Highly sensitive hybrid nanofiber-based room-temperature CO sensors: Experiments and density functional theory simulations

Abstract

Chemical sensors (CSs) are an emerging area in nanoscience research, which focuses on the highly sensitive detection of toxic and hazardous gases and disease-related volatile organics. While the field has advanced rapidly in recent years, it lacks the theoretical support required for the rational design of innovative materials with tunable measurement responses. Herein, we present a one-dimensional (1D) hybrid nanofiber decorated with ultrafine NiO nanoparticles (NiO NPs) as an efficient active component for CSs. Highly dispersed (110)-facet NiO NPs with a high percentage of Ni2+ active sites with unsaturated coordination were confined in a TiO2 nanofiber (TiO2 NF) matrix that is favorable for surface catalytic reactions.

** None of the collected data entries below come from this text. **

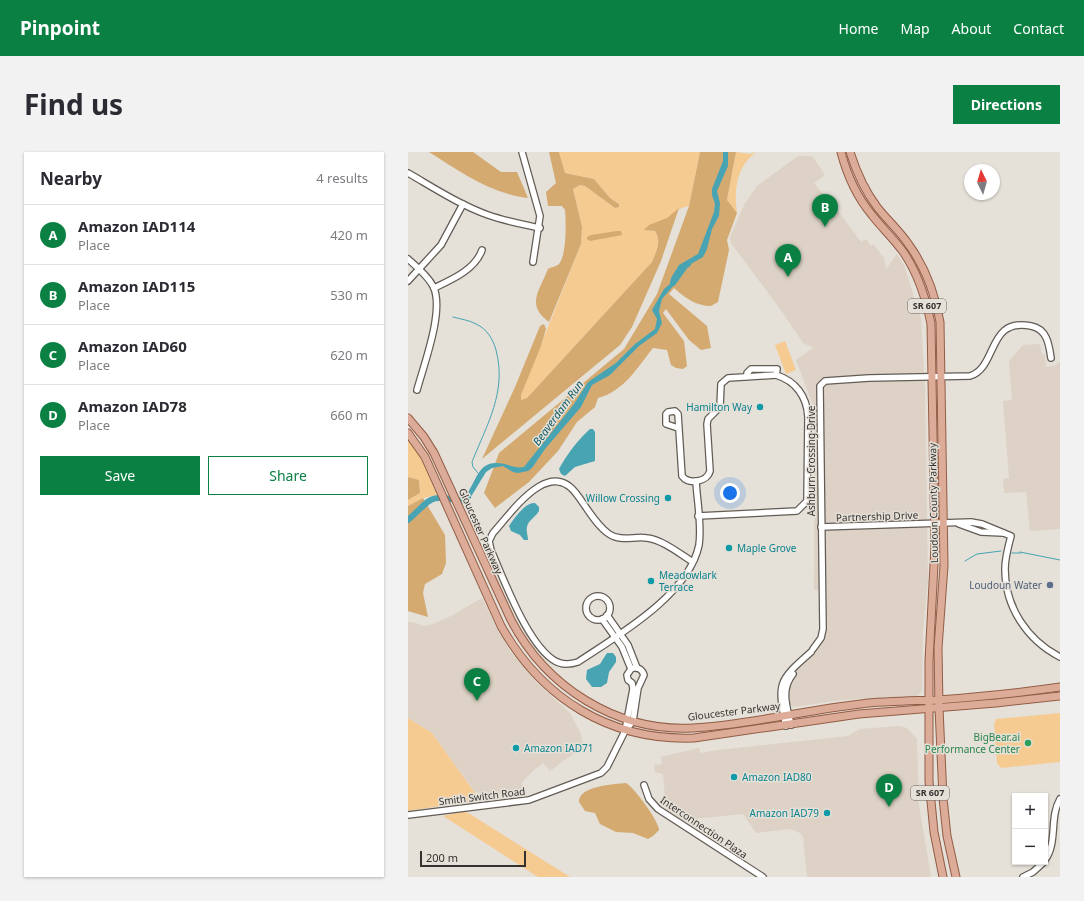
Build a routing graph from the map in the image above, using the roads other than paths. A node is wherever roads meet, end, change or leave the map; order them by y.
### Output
1 (522, 152) edge
2 (841, 152) edge
3 (850, 152) edge
4 (408, 173) edge
5 (464, 204) junction
6 (540, 228) junction
7 (482, 250) dead end
8 (408, 258) edge
9 (533, 262) dead end
10 (420, 269) junction
11 (411, 275) edge
12 (408, 281) edge
13 (434, 288) junction
14 (1051, 358) dead end
15 (933, 377) junction
16 (942, 377) junction
17 (417, 390) dead end
18 (408, 418) edge
19 (678, 428) dead end
20 (408, 433) edge
21 (696, 481) junction
22 (698, 516) junction
23 (935, 523) junction
24 (944, 523) junction
25 (821, 528) junction
26 (693, 562) junction
27 (605, 617) dead end
28 (618, 636) junction
29 (813, 649) dead end
30 (1060, 657) edge
31 (634, 668) junction
32 (640, 682) junction
33 (632, 683) junction
34 (1060, 687) edge
35 (1060, 696) edge
36 (930, 700) junction
37 (939, 700) junction
38 (930, 708) junction
39 (939, 708) junction
40 (786, 715) junction
41 (629, 720) junction
42 (788, 725) junction
43 (625, 731) junction
44 (644, 785) dead end
45 (1060, 799) edge
46 (1060, 808) edge
47 (408, 815) edge
48 (1054, 821) junction
49 (1048, 853) edge
50 (1040, 865) edge
51 (763, 877) edge
52 (943, 877) edge
53 (956, 877) edge
54 (1023, 877) edge

1 - 6 street
2 - 15 main road, Loudoun County Parkway / SR 607
3 - 16 main road, Loudoun County Parkway / SR 607
4 - 5 street
5 - 6 street
5 - 10 street
6 - 9 street
7 - 13 street
8 - 10 street
10 - 11 street
10 - 13 street
11 - 12 street
13 - 17 street
14 - 16 street, Ashburn Crossing Drive
15 - 16 street, Ashburn Crossing Drive
15 - 23 main road, Loudoun County Parkway / SR 607
15 - 25 street, Ashburn Crossing Drive
16 - 24 main road, Loudoun County Parkway / SR 607
18 - 41 main road, Gloucester Parkway
19 - 21 street
20 - 43 main road, Gloucester Parkway
21 - 22 street
21 - 22 street
22 - 26 street
23 - 24 street, Partnership Drive
23 - 25 street, Partnership Drive
23 - 36 main road, Loudoun County Parkway / SR 607
24 - 30 street, Partnership Drive
24 - 37 main road, Loudoun County Parkway / SR 607
25 - 29 street, Ashburn Crossing Drive
26 - 28 street
26 - 28 street
27 - 28 street
28 - 31 street
31 - 32 street
31 - 33 street
32 - 33 street
32 - 41 street
33 - 41 street
34 - 37 main road, Gloucester Parkway
35 - 39 main road, Gloucester Parkway
36 - 37 main road, Gloucester Parkway
36 - 38 main road, Loudoun County Parkway / SR 607
36 - 40 main road, Gloucester Parkway
37 - 39 main road, Loudoun County Parkway / SR 607
38 - 39 main road, Gloucester Parkway
38 - 42 main road, Gloucester Parkway
38 - 52 main road, Loudoun County Parkway / SR 607
39 - 53 main road, Loudoun County Parkway / SR 607
40 - 40 street
40 - 41 main road, Gloucester Parkway
40 - 42 street
41 - 43 street, Smith Switch Road
42 - 43 main road, Gloucester Parkway
43 - 47 street, Smith Switch Road
44 - 51 street, Interconnection Plaza
45 - 48 street
46 - 48 street
48 - 49 street
50 - 54 street

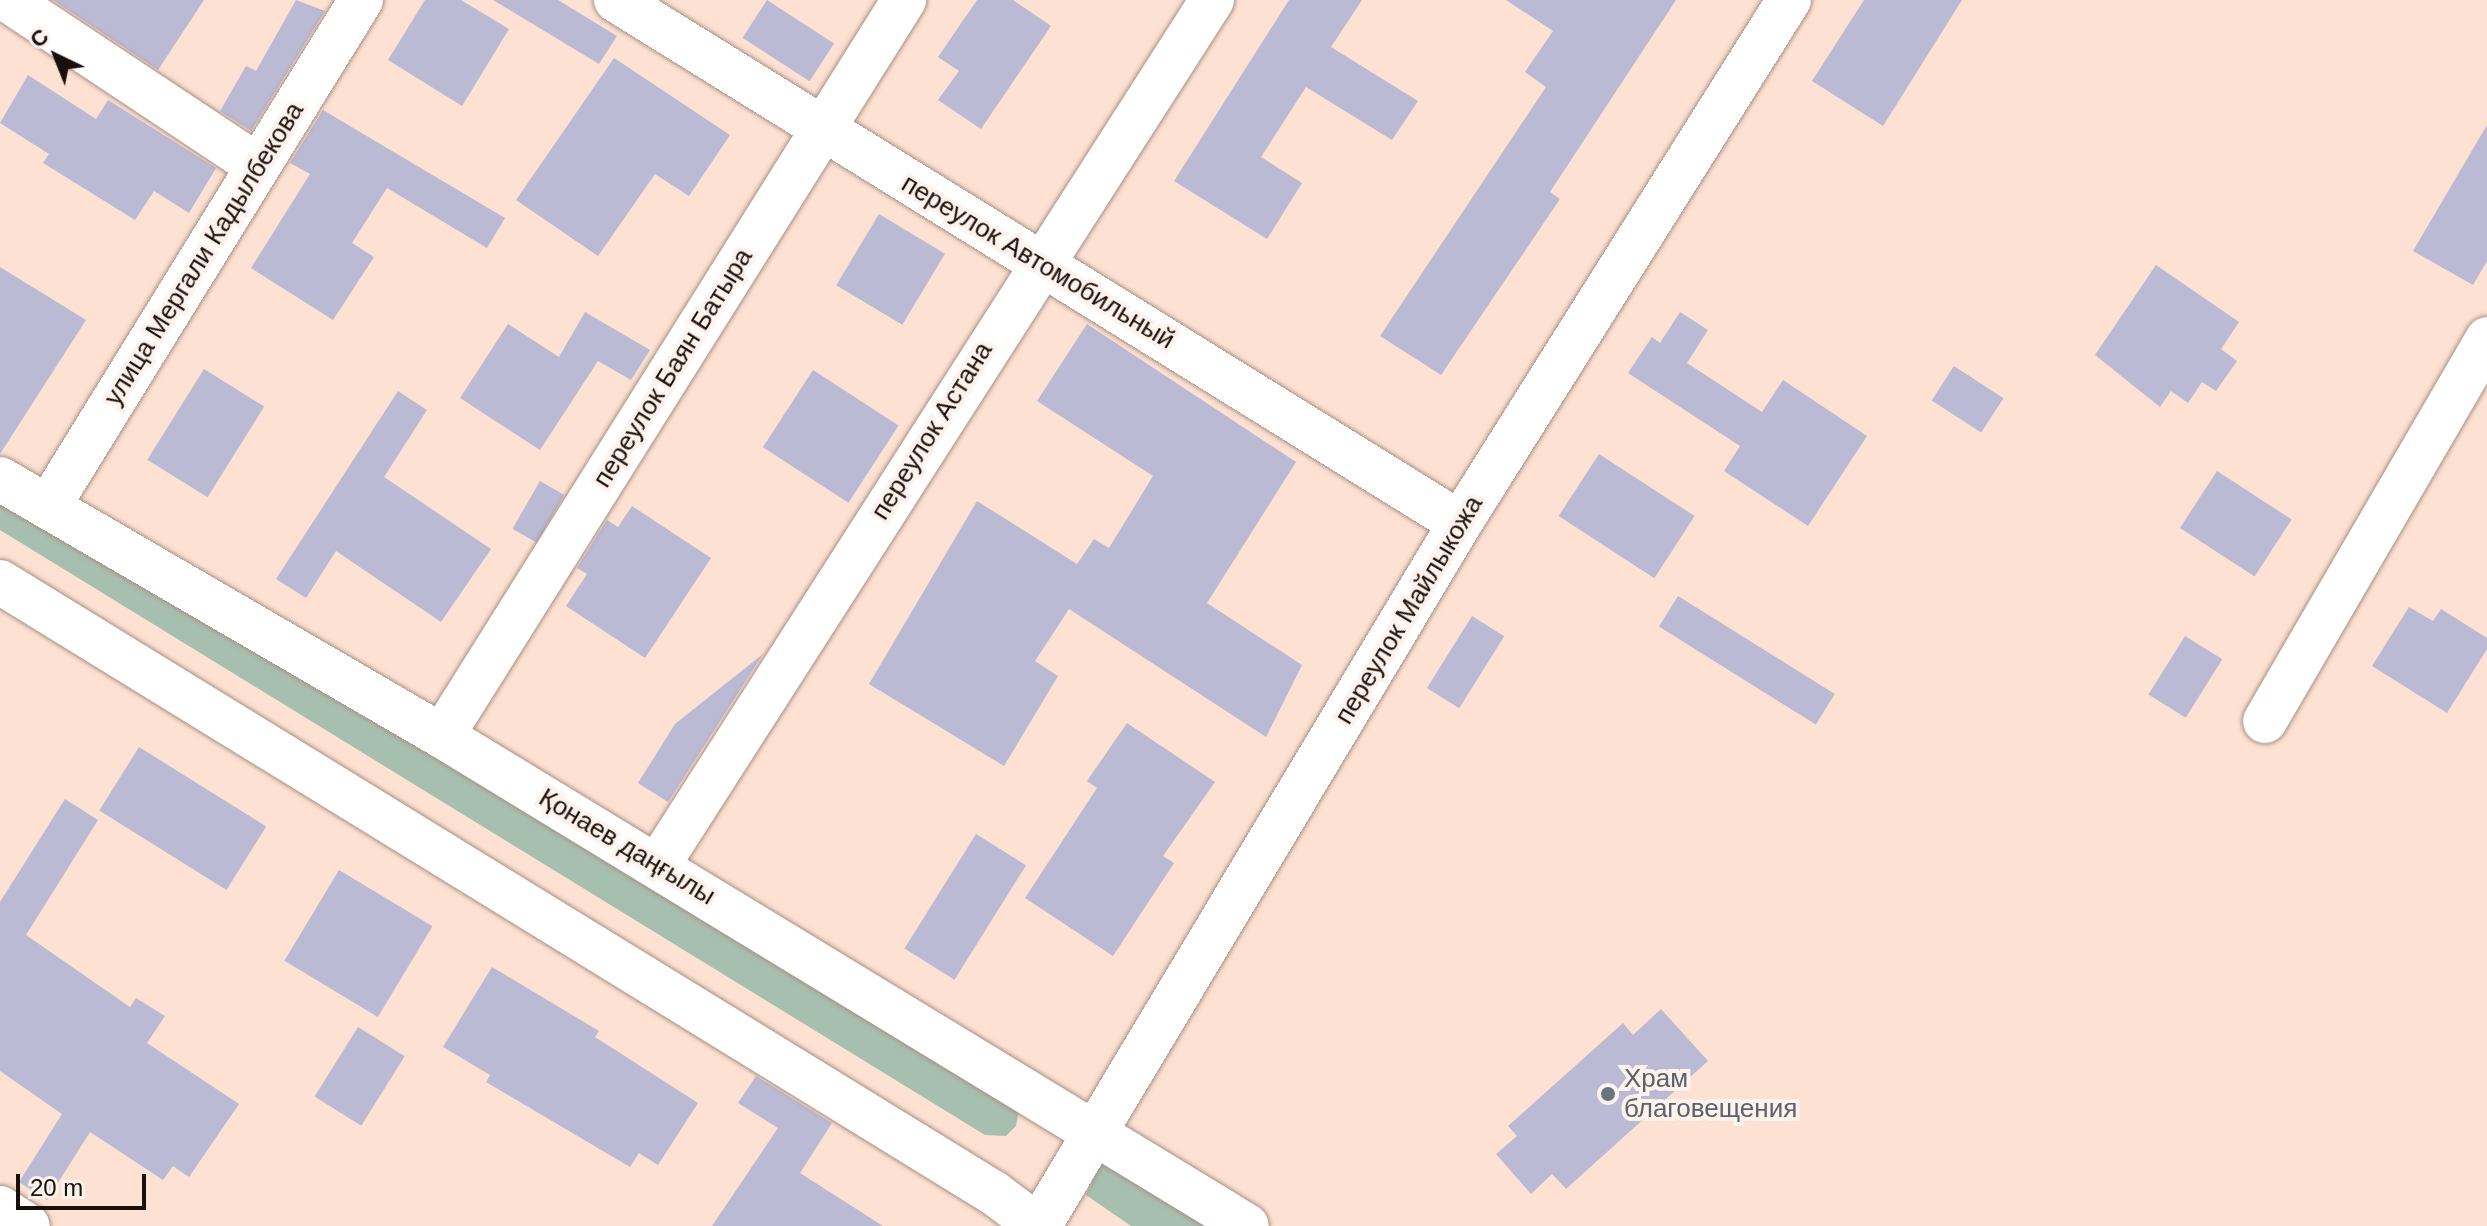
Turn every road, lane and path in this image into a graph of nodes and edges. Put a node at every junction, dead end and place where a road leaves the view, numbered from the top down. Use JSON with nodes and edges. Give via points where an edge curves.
{"nodes":[{"id":1,"x":8,"y":0,"type":"edge"},
{"id":2,"x":361,"y":0,"type":"edge"},
{"id":3,"x":616,"y":0,"type":"edge"},
{"id":4,"x":904,"y":0,"type":"edge"},
{"id":5,"x":1212,"y":0,"type":"edge"},
{"id":6,"x":1789,"y":0,"type":"edge"},
{"id":7,"x":822,"y":132,"type":"junction"},
{"id":8,"x":258,"y":166,"type":"junction"},
{"id":9,"x":1040,"y":261,"type":"junction"},
{"id":10,"x":2487,"y":339,"type":"edge"},
{"id":11,"x":0,"y":479,"type":"edge"},
{"id":12,"x":48,"y":507,"type":"junction"},
{"id":13,"x":1460,"y":523,"type":"junction"},
{"id":14,"x":0,"y":582,"type":"edge"},
{"id":15,"x":2265,"y":721,"type":"dead end"},
{"id":16,"x":442,"y":736,"type":"junction"},
{"id":17,"x":658,"y":865,"type":"junction"},
{"id":18,"x":1095,"y":1133,"type":"junction"},
{"id":19,"x":0,"y":1208,"type":"edge"},
{"id":20,"x":984,"y":1210,"type":"edge"},
{"id":21,"x":28,"y":1226,"type":"edge"},
{"id":22,"x":1038,"y":1226,"type":"edge"},
{"id":23,"x":1247,"y":1226,"type":"edge"}],
"edges":[{"from":1,"to":8,"type":"street"},
{"from":2,"to":8,"type":"street","name":"улица Мергали Кадылбекова"},
{"from":3,"to":7,"type":"street","name":"переулок Автомобильный"},
{"from":4,"to":7,"type":"street","name":"переулок Баян Батыра"},
{"from":5,"to":9,"type":"street","name":"переулок Астана"},
{"from":6,"to":13,"type":"street","name":"переулок Майлыкожа"},
{"from":7,"to":9,"type":"street","name":"переулок Автомобильный"},
{"from":7,"to":16,"type":"street","name":"переулок Баян Батыра"},
{"from":8,"to":12,"type":"street","name":"улица Мергали Кадылбекова"},
{"from":9,"to":13,"type":"street","name":"переулок Автомобильный"},
{"from":9,"to":17,"type":"street","name":"переулок Астана"},
{"from":10,"to":15,"type":"street"},
{"from":11,"to":12,"type":"street","name":"Қонаев даңғылы"},
{"from":12,"to":16,"type":"street","name":"Қонаев даңғылы"},
{"from":13,"to":18,"type":"street","name":"переулок Майлыкожа"},
{"from":14,"to":20,"type":"street"},
{"from":16,"to":17,"type":"street","name":"Қонаев даңғылы"},
{"from":17,"to":18,"type":"street","name":"Қонаев даңғылы"},
{"from":18,"to":22,"type":"street","name":"переулок Майлыкожа"},
{"from":18,"to":23,"type":"street","name":"Қонаев даңғылы"},
{"from":19,"to":21,"type":"street"},
{"from":20,"to":22,"type":"street"}]}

The CSs constructed using the 1D heterostructure NiO/TiO2 nanofibers (NiO/TiO2 HNFs) exhibited a highly selective response to trace CO gas molecules (1 ppm) with high sensitivity (ΔR/R0 = 1.02), ultrafast response/recovery time (Tres/Trecov < 20 s), and remarkable reproducibility at room temperature. The density functional theory (DFT) simulations and experimental results confirmed that the selective response could be attributed to the high molecular adsorption energy of the NiO nanoparticles with (110) facets and abundant interfaces, which act synergistically to promote CO adsorption and facilitate charge transfer.